Philosophierende Manager und ihre Spielverderber 26. Oktober 2006
Veröffentlicht von Frank Walzel in : Wirtschaftsethik , 2kommentareNachdem ich in der aktuellen Ausgabe der Zeitschrift “karriere” (11/2006, S. 152) lesen musste, dass einem Abiturienten von einem Studium á la “Philosophy & Economics” an der Universität Bayreuth abgeraten wurde, da es nicht karrieretauglich sei, wurde ich nachdenklich. Die Erfahrungen der P&E-Absolventen, so die Begründung der Redakteurin, seien einfach nicht überzeugend. Bedenkt man, dass der Studiengang im Jahr 2000 aus der Taufe gehoben wurde, also gerade mal ein Jahrgang das Studium durchlaufen hat, ist das pauschale Urteil ungerechtfertigt.
Ich konnte nicht umhin mich zu fragen: War da eigentlich noch was? Paradigmenwechsel beim Management-Nachwuchs? Neues Denken in den Unternehmen? Interdisziplinäre Lösungsansätze?

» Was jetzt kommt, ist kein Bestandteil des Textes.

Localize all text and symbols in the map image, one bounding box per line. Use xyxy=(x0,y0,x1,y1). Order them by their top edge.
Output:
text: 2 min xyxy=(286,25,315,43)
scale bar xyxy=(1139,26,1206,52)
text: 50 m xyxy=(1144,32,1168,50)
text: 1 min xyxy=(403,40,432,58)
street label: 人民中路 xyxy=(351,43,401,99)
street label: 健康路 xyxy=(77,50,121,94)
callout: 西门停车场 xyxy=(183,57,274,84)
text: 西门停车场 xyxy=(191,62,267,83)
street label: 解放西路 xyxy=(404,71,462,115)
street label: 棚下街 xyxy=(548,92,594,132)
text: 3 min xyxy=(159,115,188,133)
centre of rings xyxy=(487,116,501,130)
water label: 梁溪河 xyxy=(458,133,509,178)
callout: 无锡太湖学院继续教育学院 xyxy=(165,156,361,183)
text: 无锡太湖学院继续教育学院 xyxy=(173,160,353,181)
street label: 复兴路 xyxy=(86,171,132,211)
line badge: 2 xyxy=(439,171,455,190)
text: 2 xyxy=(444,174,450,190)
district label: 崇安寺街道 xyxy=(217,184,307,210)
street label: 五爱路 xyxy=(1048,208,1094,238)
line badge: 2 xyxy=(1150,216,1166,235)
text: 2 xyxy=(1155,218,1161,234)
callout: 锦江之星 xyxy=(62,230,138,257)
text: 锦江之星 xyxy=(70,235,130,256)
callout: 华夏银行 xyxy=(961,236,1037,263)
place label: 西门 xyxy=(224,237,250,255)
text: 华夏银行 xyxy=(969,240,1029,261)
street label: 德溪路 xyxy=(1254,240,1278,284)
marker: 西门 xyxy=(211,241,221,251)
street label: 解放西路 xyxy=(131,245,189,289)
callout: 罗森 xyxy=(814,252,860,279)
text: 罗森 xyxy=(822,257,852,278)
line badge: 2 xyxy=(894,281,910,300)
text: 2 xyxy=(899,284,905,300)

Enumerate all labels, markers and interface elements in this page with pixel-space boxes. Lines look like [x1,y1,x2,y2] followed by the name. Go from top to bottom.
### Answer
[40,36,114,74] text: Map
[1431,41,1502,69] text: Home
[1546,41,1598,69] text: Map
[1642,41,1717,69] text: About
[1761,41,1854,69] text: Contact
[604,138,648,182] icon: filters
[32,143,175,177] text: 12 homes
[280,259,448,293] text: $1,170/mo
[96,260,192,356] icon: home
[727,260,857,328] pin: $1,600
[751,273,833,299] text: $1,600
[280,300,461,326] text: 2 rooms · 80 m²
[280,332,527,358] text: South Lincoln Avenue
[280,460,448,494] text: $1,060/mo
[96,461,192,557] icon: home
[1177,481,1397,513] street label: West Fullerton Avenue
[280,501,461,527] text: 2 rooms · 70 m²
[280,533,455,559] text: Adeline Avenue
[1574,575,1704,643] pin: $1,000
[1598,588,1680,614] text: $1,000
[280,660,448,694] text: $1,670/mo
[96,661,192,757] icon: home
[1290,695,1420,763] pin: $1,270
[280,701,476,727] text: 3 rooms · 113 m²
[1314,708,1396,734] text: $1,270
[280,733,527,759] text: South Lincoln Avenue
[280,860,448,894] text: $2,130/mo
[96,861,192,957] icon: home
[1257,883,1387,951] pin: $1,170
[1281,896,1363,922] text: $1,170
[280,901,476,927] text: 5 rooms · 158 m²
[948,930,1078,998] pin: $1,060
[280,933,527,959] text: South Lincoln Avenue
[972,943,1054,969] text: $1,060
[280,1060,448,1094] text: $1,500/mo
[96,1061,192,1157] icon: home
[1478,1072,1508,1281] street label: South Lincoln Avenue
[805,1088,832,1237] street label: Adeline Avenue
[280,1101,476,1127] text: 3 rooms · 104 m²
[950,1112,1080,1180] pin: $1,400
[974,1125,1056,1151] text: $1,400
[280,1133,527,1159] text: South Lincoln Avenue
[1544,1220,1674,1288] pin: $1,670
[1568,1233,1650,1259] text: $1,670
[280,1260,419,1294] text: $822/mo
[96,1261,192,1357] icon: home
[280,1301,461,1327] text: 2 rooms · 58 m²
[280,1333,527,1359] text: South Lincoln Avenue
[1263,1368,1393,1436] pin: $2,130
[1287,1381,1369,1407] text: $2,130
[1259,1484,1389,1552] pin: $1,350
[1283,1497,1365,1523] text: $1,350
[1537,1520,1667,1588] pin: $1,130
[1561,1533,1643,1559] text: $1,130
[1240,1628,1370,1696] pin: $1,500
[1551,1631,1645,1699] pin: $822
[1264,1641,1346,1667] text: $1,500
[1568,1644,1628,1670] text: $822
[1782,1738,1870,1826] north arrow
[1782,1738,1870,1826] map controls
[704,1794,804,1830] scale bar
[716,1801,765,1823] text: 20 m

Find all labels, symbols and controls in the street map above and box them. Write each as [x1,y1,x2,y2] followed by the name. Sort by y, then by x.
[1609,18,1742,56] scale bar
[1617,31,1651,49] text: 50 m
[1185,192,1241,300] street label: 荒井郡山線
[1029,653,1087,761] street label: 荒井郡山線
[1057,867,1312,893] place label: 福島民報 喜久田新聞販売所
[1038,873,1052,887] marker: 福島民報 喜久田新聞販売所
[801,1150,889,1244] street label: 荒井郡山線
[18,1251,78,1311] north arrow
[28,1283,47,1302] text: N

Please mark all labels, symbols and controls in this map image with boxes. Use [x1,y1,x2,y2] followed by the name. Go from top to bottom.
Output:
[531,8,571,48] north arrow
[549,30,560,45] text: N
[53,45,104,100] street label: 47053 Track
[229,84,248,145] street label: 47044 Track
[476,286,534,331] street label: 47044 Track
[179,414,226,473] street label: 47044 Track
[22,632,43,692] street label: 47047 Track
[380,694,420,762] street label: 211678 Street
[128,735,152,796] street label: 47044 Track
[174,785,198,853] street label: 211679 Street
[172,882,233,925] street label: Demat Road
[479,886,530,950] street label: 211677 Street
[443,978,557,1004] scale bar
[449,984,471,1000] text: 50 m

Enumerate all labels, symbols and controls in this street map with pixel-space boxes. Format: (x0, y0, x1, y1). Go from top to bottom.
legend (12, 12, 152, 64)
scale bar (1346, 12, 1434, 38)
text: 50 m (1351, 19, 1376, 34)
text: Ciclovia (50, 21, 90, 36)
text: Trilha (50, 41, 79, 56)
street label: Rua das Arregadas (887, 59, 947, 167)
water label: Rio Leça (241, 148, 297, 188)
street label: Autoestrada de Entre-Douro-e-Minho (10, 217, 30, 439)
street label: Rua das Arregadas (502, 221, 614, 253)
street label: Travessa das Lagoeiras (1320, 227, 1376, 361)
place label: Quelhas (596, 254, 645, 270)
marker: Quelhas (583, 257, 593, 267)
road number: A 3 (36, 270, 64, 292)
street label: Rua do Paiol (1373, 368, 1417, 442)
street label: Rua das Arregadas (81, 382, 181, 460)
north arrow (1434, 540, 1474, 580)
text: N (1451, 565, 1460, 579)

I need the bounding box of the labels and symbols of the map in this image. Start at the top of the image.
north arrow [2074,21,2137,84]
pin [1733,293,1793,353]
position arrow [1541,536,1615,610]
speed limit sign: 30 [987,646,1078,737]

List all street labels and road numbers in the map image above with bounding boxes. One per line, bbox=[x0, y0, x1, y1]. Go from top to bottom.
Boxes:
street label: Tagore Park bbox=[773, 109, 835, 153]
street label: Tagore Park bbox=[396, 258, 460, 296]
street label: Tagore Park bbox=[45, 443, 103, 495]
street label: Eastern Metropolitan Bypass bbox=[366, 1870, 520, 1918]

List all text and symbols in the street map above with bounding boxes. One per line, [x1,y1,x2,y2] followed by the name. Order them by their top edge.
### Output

Vermeintliche Antwort deutscher Karriere-Studienfächer-Denker: “Nein, ist uns alles zu unsicher, wir setzen lieber auf lupenreine BWL- und VWL-Master wie früher. Keine Ahnung wie wir mit ihnen den Wandel in Wirtschaft, Gesellschaft und Politik bestreiten, aber schließlich hat es ja früher auch geklappt.”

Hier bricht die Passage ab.